And yet an unusual air of uncertainty overhangs this week's meeting:
It’s unclear just how large the Fed’s rate cut will be. Wall Street
traders and some economists foresee a growing likelihood that the
central bank will announce a larger-than-usual half-point cut. Many
analysts foresee a more typical quarter-point rate cut.
With inflation barely above their target level, Fed officials have been
shifting their focus toward supporting a weakening job market and
achieving a rare “soft landing,” whereby it curbs inflation without
causing a sharp recession. A half-point rate cut would signal that the
Fed is as determined to sustain healthy economic growth as it is to
conquer high inflation. This week's move is expected to be only the
first in a series of Fed rate cuts that will extend into 2025.
High interest rates and elevated prices for everything from groceries to
gas to rent have fanned widespread public disillusionment with the
economy and provided a line of attack for former President Donald
Trump's campaign.
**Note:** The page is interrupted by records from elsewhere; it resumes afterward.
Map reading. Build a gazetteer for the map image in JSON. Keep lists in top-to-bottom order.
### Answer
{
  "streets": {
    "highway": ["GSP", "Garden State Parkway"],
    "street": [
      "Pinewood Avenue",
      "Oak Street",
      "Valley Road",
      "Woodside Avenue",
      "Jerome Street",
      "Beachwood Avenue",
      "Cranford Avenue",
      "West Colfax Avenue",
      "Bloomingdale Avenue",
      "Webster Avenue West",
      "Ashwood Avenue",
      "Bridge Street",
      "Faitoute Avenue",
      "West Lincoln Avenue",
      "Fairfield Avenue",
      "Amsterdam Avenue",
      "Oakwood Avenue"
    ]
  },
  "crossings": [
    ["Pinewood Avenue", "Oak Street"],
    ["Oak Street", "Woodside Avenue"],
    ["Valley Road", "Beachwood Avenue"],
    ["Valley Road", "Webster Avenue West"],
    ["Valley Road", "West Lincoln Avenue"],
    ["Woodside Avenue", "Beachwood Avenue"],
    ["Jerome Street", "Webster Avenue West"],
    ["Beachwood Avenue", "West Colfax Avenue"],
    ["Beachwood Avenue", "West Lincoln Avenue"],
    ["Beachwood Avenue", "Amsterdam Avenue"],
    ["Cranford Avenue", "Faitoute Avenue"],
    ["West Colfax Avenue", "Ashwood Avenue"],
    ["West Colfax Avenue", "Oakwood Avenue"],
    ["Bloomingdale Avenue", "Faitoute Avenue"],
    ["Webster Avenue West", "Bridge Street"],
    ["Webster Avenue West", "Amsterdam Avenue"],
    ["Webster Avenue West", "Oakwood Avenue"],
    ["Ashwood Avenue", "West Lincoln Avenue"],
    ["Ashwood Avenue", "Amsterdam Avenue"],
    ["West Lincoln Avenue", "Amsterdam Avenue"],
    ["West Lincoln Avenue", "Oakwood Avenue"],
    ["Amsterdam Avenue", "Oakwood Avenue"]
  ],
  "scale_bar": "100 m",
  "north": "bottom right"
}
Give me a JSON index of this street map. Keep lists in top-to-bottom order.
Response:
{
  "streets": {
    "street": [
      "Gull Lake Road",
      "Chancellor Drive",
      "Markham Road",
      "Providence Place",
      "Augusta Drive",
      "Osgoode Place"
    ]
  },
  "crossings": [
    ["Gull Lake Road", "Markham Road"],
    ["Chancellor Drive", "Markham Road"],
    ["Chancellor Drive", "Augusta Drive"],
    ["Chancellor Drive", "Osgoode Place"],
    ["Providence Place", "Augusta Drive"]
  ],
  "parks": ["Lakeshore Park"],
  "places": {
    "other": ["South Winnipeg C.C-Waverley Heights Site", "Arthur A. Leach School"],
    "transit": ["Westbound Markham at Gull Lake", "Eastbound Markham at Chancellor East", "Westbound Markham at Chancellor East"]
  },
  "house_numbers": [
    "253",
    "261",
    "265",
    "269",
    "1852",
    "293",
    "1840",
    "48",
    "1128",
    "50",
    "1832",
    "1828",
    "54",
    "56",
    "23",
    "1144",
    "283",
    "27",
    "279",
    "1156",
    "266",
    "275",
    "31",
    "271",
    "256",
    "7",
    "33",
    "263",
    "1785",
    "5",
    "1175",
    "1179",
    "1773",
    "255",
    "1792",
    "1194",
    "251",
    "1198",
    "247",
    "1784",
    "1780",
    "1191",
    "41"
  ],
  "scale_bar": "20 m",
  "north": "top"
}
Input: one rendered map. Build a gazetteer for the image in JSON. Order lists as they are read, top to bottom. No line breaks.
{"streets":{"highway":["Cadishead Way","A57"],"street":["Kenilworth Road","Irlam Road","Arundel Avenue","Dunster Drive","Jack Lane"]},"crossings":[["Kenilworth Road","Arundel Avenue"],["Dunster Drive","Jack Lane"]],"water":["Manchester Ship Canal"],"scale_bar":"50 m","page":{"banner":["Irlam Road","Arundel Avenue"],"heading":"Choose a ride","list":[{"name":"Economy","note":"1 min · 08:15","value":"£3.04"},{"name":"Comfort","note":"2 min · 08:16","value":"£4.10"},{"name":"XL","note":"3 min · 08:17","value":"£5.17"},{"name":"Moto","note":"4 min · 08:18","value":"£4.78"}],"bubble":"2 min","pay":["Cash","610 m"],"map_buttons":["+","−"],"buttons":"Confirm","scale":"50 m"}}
Vice President Kamala Harris, in turn, has charged
that Trump's promise to slap tariffs on all imports would raise prices
for consumers much further.
Over time, Fed rate cuts should lower borrowing costs for mortgages,
auto loans and credit cards, as well as for business loans. Business
spending could grow, and so could stock prices. Companies and consumers
could refinance loans into lower-rate debt.
Chair Jerome Powell made clear last month in a high-profile speech in
Jackson Hole, Wyoming, that Fed officials feel confident that inflation
has largely been defeated. It has plummeted from a peak of 9.1% in June
2022 to 2.5% last month, not far above the Fed's 2% target. Central bank
officials fought against spiking prices by raising their key interest
rate 11 times in 2022 and 2023 to a two-decade high of 5.3% to try to
slow borrowing and spending, ultimately cooling the economy.
Wage growth has since slowed, removing a potential source of
inflationary pressure. And oil and gas prices are falling, a sign that
inflation should continue to cool in the months ahead. Consumers are
also pushing back against high prices, forcing such companies as Target
and McDonald's to dangle deals and discounts.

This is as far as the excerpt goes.